Xiao, Y.; Mague, J. T.; Schmehl, R. H.; Haque, F. M.; Pascal Jr., R. A., Angew. Chem. Int. Ed. 2019, 58, 2831-2833
Contributed by Steven Bacharach
Reposted from Computational Organic Chemistry with permission

The Pascal group has synthesized dodecaphenyltetracene 1.1


While this paper has little computational work, it is of interest to readers of this blog since I have discussed many aspect of aromaticity. This new tetracene is notable for its large twisting along the tetracene axis: about 97° in the x-ray structure. I have optimized the structure of 1 at B3LYP-D3(BJ)/6-311G(d) and its structure is shown in Figure 1. It is twisted by about 94°. The computed and x-ray structures are quite similar, as seen in Figure 2. Here the x-ray structure is shown with red balls, the computed structure with gray balls, and hydrogens have been removed for clarity.

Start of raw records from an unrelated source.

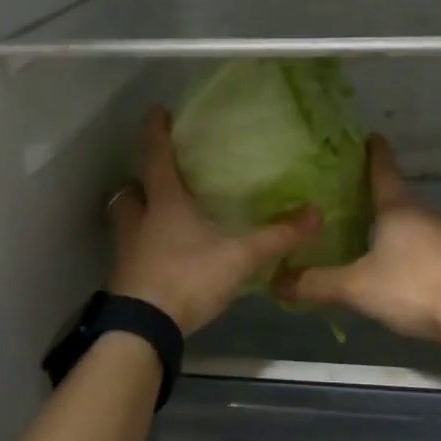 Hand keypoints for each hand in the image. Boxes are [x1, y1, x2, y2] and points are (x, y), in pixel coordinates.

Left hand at [108, 106, 321, 334]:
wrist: (144, 329)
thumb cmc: (187, 278)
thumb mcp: (238, 257)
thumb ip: (276, 237)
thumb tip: (315, 213)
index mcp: (164, 204)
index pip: (156, 158)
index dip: (156, 132)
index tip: (156, 111)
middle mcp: (139, 222)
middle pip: (129, 192)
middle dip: (139, 182)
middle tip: (156, 180)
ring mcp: (128, 252)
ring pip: (126, 222)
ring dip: (138, 215)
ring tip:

Figure 1. B3LYP-D3(BJ)/6-311G(d) optimized structure of 1.

Figure 2. Comparison of the x-ray (red) and computed (gray) structures of 1. (Hydrogens omitted for clarity.)

The authors note that this molecule is chiral, having near D2 symmetry. (The optimized structure has D2symmetry.) They performed AM1 computations to estimate a very low barrier for racemization of only 17.3 kcal mol-1, leading to a half-life of less than one second at RT.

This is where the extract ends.